Successful year for Holmfirth Arts Festival with plans already underway for next year’s event from June to September 2024
This year’s HOLMFIRTH Arts Festival culminated in a celebratory, fun-filled lantern parade around Honley.
Pupils from Honley C of E Junior and Infant School and residents from the Roundway estate made starry lanterns for the event and were accompanied on the parade by percussion band – Banda Na Rua – ending with live music from The Bees Knees at Honley Village Hall.
Light up Honley followed a series of successful events for 2023’s festival, which ran from May to October and included the traditional Big Weekend featuring outdoor arts and live performance on the streets of Holmfirth in June.
The 2023 programme of indoor and outdoor events included five outdoor walks, musicians from Ireland, music from two brass bands, the premiere of an aerial dance performance from the top of Holmfirth Parish Church, plus comedian Jenny Eclair entertaining a sold out audience at The Civic Holmfirth.

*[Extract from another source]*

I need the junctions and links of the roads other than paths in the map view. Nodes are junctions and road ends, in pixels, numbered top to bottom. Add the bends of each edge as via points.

Around 10,000 people attended festival events; with 1,360 participating at the Big Weekend in The Forces of Nature Parade, music making, craft workshops and the Art in the Landscape trail.

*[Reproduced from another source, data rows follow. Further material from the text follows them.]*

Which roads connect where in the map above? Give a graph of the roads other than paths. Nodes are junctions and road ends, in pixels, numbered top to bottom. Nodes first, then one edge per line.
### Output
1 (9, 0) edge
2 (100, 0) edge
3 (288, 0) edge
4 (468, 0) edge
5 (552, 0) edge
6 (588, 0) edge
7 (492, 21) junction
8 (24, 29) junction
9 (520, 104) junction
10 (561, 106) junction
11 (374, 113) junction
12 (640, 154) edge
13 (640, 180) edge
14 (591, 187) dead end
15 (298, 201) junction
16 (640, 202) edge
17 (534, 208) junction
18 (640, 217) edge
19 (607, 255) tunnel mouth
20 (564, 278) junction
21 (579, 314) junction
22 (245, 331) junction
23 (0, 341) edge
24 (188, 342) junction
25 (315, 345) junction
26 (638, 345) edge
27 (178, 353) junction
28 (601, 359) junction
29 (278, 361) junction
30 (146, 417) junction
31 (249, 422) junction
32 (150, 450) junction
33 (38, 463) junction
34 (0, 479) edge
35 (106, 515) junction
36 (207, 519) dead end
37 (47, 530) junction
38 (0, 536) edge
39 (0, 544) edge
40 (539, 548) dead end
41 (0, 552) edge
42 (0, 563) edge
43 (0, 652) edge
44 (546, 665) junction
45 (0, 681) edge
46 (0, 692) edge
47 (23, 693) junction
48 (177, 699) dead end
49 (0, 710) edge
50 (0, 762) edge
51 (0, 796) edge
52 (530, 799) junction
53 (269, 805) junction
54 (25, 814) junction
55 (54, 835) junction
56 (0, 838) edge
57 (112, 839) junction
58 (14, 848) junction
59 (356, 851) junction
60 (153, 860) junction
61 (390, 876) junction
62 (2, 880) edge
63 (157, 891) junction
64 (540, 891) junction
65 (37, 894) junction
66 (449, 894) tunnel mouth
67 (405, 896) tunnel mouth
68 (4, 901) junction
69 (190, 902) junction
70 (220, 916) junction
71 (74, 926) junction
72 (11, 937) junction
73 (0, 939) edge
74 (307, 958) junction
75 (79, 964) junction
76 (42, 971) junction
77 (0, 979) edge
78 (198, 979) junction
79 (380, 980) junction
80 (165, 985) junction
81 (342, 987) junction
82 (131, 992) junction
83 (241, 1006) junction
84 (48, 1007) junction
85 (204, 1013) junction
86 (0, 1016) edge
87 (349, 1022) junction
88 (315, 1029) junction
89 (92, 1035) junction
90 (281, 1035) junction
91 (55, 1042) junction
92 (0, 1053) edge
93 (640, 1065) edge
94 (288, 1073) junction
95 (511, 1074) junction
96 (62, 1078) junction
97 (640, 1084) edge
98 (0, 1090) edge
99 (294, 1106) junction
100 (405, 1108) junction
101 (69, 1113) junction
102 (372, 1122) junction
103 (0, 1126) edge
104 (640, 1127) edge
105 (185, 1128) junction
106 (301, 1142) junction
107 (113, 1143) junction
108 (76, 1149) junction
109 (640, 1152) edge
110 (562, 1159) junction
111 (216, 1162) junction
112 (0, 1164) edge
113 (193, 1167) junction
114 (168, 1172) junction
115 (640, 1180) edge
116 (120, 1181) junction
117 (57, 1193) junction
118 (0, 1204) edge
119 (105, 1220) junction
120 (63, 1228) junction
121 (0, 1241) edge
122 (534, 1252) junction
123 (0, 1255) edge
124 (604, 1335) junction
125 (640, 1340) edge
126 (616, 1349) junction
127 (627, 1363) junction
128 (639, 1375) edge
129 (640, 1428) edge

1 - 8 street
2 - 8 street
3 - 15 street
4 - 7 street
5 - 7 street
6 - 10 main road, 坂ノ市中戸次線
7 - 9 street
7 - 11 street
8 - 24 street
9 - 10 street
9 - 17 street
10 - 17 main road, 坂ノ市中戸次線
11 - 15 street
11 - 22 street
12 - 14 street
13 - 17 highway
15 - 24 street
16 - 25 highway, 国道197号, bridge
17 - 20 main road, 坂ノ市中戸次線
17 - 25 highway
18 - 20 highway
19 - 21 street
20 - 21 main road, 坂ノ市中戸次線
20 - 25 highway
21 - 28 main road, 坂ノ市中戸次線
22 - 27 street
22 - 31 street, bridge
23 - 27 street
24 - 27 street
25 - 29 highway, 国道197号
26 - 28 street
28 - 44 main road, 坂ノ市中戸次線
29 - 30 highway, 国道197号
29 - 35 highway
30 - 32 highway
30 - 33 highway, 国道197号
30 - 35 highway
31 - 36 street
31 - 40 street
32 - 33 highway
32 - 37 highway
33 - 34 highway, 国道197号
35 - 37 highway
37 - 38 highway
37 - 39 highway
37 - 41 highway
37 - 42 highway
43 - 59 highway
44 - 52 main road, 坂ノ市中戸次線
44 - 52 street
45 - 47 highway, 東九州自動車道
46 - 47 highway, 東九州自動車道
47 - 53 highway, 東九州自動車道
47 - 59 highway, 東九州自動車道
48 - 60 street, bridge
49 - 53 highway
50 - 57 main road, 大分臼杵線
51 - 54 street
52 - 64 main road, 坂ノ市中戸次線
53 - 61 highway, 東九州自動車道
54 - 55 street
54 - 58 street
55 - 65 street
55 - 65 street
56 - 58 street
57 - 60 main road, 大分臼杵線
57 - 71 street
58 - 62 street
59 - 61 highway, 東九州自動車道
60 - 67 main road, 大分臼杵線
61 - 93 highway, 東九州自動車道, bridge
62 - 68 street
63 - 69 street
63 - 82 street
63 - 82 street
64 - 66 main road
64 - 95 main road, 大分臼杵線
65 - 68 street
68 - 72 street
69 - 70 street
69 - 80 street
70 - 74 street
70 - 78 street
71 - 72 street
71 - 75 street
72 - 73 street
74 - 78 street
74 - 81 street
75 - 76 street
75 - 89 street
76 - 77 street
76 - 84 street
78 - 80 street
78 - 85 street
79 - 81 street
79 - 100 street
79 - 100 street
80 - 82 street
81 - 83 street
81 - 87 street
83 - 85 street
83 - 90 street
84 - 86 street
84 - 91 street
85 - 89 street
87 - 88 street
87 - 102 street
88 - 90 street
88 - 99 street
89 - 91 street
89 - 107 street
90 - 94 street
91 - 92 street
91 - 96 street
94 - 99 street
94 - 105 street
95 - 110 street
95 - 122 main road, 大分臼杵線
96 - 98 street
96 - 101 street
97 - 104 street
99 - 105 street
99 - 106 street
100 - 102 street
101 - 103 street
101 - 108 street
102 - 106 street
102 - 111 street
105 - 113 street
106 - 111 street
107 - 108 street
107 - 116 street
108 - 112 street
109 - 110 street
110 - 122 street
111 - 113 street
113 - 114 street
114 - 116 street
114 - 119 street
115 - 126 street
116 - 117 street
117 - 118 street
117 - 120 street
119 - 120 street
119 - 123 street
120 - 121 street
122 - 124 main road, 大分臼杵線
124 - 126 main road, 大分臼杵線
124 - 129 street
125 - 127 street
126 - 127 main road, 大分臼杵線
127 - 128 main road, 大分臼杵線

Work is already underway on plans for next year’s festival, which has a theme of FLOW, taking inspiration from the importance of the River Holme in Holmfirth and across the Holme Valley and how it plays a fundamental role in the area’s historical development, economic growth and cultural identity.

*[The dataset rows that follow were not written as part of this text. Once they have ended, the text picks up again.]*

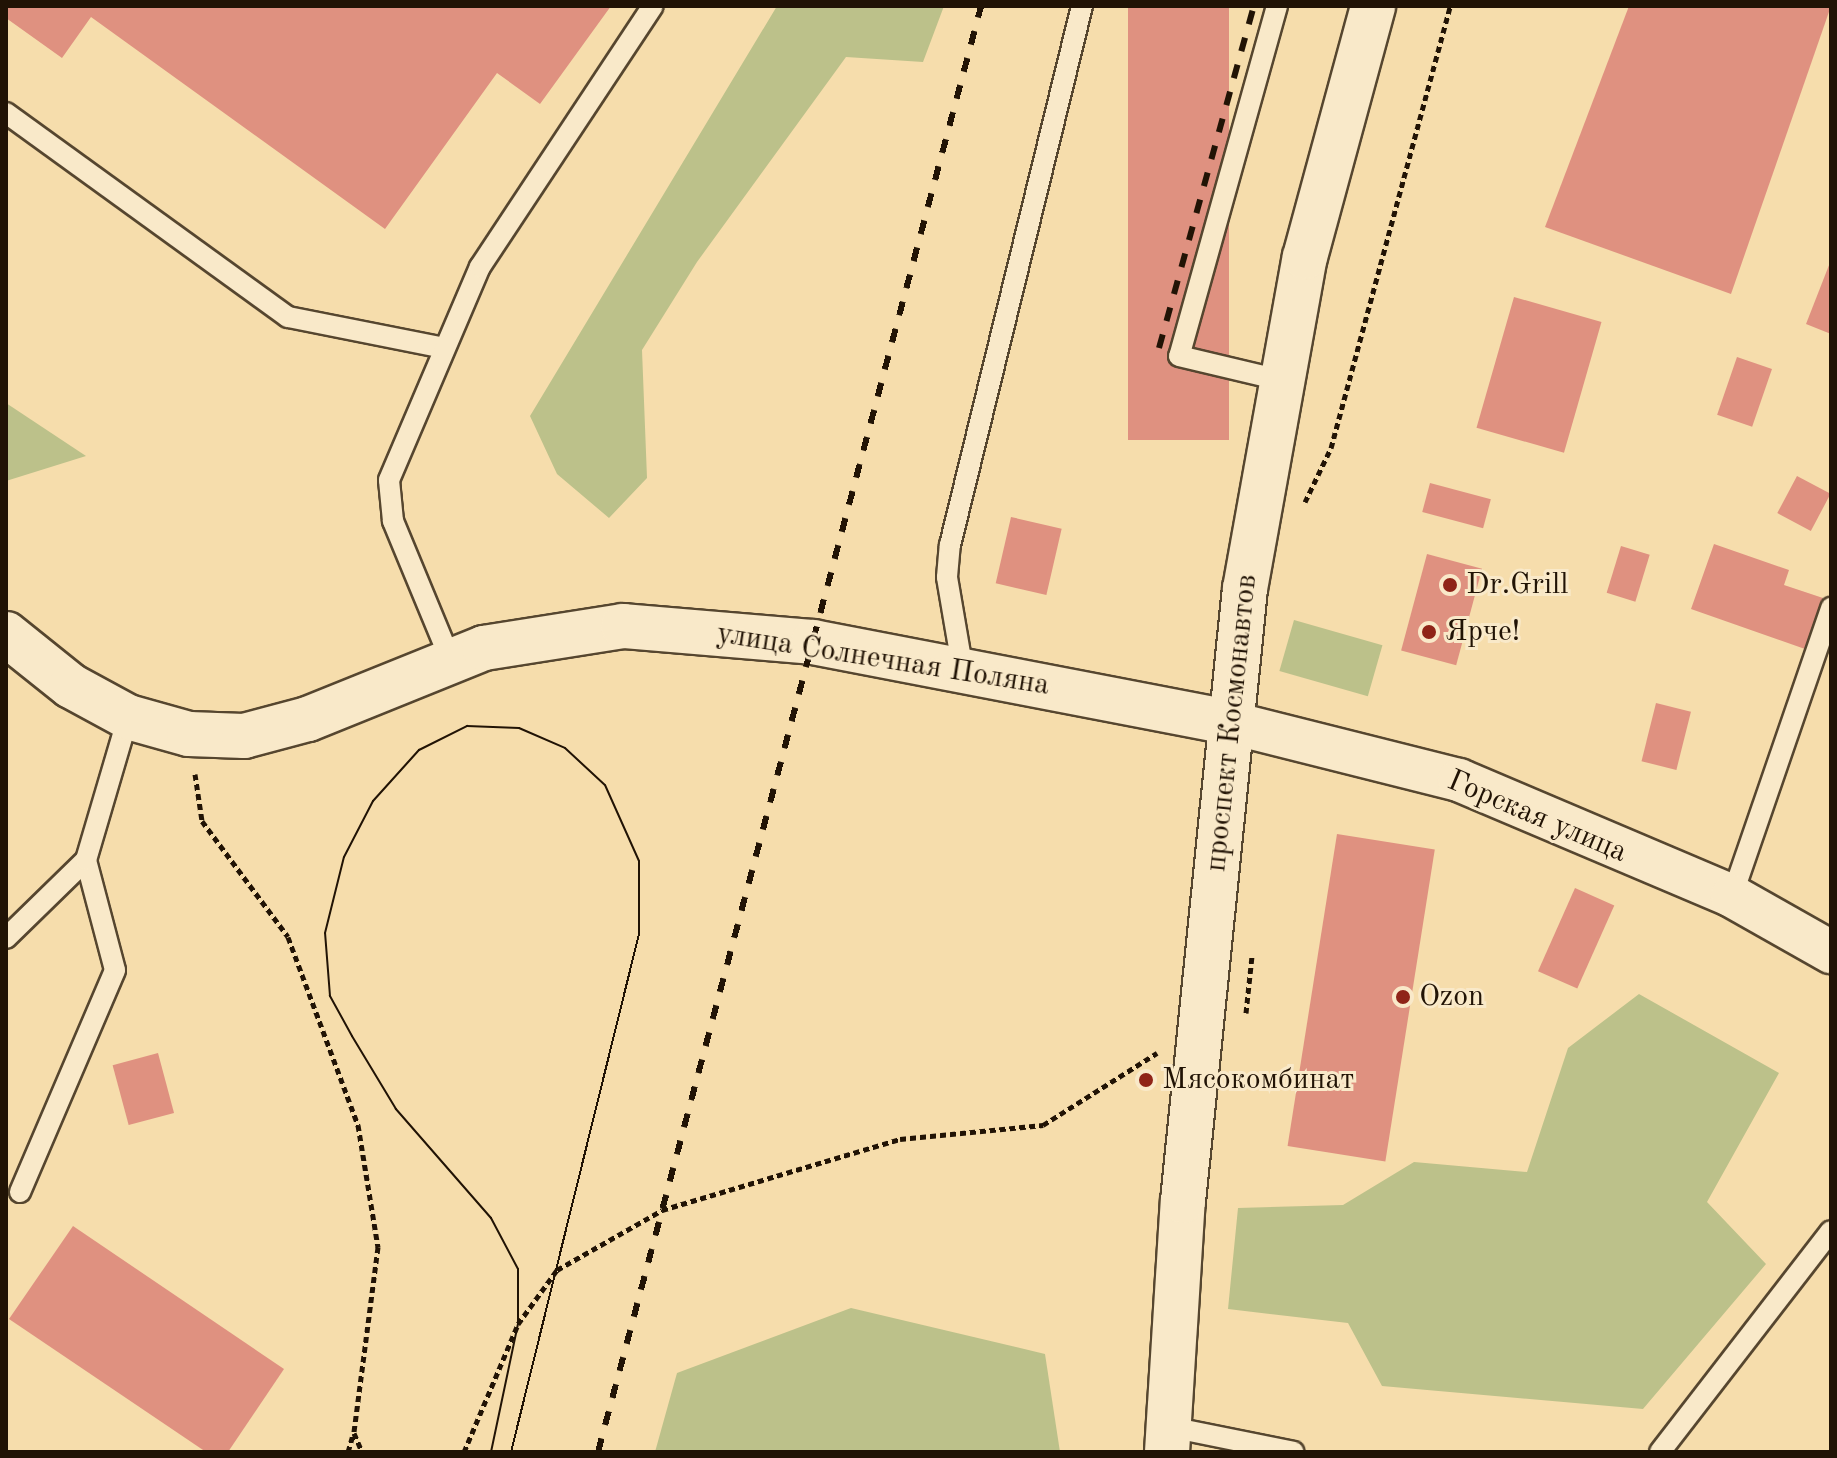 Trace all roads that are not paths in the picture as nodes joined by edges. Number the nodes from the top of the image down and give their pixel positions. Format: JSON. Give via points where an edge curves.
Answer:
{"nodes":[{"id":1,"x":653,"y":6,"type":"edge"},
{"id":2,"x":1082,"y":6,"type":"edge"},
{"id":3,"x":1277,"y":6,"type":"edge"},
{"id":4,"x":1373,"y":6,"type":"edge"},
{"id":5,"x":6,"y":113,"type":"edge"},
{"id":6,"x":444,"y":348,"type":"junction"},
{"id":7,"x":1280,"y":380,"type":"junction"},
{"id":8,"x":1831,"y":608,"type":"edge"},
{"id":9,"x":6,"y":634,"type":"edge"},
{"id":10,"x":451,"y":661,"type":"junction"},
{"id":11,"x":963,"y":671,"type":"junction"},
{"id":12,"x":128,"y":717,"type":"junction"},
{"id":13,"x":1228,"y":722,"type":"junction"},
{"id":14,"x":86,"y":860,"type":"junction"},
{"id":15,"x":1732,"y":896,"type":"junction"},
{"id":16,"x":6,"y":938,"type":"edge"},
{"id":17,"x":1831,"y":952,"type":"edge"},
{"id":18,"x":20,"y":1192,"type":"dead end"},
{"id":19,"x":1831,"y":1231,"type":"edge"},
{"id":20,"x":1168,"y":1439,"type":"edge"},
{"id":21,"x":1294,"y":1452,"type":"edge"},
{"id":22,"x":1660,"y":1452,"type":"edge"}],
"edges":[{"from":1,"to":6,"type":"lane","via":[[480,267]]},
{"from":2,"to":11,"type":"lane","via":[[950,545],[947,577]]},
{"from":3,"to":7,"type":"lane","via":[[1179,356]]},
{"from":4,"to":7,"type":"main road","name":"проспект Космонавтов"},
{"from":5,"to":6,"type":"lane","via":[[288,317]]},
{"from":6,"to":10,"type":"lane","via":[[389,480],[393,521]]},
{"from":7,"to":13,"type":"main road","name":"проспект Космонавтов"},
{"from":8,"to":15,"type":"lane"},
{"from":9,"to":12,"type":"main road","name":"улица Солнечная Поляна","via":[[71,686]]},
{"from":10,"to":11,"type":"main road","name":"улица Солнечная Поляна","via":[[553,633],[623,626],[813,642]]},
{"from":10,"to":12,"type":"main road","name":"улица Солнечная Поляна","via":[[295,722],[244,736],[189,734]]},
{"from":11,"to":13,"type":"main road","name":"улица Солнечная Поляна"},
{"from":12,"to":14,"type":"lane"},
{"from":13,"to":15,"type":"street","name":"Горская улица","via":[[1459,780]]},
{"from":13,"to":20,"type":"main road","name":"проспект Космонавтов"},
{"from":14,"to":16,"type":"lane"},
{"from":14,"to":18,"type":"lane","via":[[115,970]]},
{"from":15,"to":17,"type":"street","name":"Горская улица"},
{"from":19,"to":22,"type":"lane"},
{"from":20,"to":21,"type":"lane"}]}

The FLOW theme will also celebrate local cultural and intellectual achievements, ideas and customs and explore the flow of people and goods, as well as sustainability, landscape, and access and inclusion.
Providing funding is secured, Holmfirth Arts Festival’s Big Weekend will take place on the 15 and 16 June, 2024 and will include a new Steve Sykes Commission for Visual Art, inspired by the Holme Valley and around the theme of FLOW.
Bev Adams, festival director, said: “It has been a tremendous and successful year for us. As always, it is lots of hard work and preparation, which is always worthwhile when people attend in their thousands and our audiences tell us how much they enjoyed the programme and appreciated how we used the stunning backdrop of the Holme Valley to full advantage, to help celebrate the 2023 theme ‘Forces of Nature’.
Bev said highlights of the 2023 programme included a nod to the 50th anniversary of Last of the Summer Wine, with a special performance Holmfirth based Urban Angels Aerial, with aerial artists Deborah Sanderson and Vince Virr as the characters of Nora Batty and Compo, who danced vertically from Holmfirth Parish Church bell tower.
Bev added: “We want to thank everyone involved from the audiences, the tireless volunteers, the venues, the artists and performers who all work together to make Holmfirth Arts Festival, the success that it is and undoubtedly one of the best small festivals in Yorkshire.
“Huge thanks also goes to our funders and sponsors which include Arts Council England, National Lottery Heritage Fund, One Community, Holme Valley Parish Council, Kirklees Council, SWYFT Creative Minds, Kirklees Year of Music, and Longley Farm, without whose support the festival would not be possible.”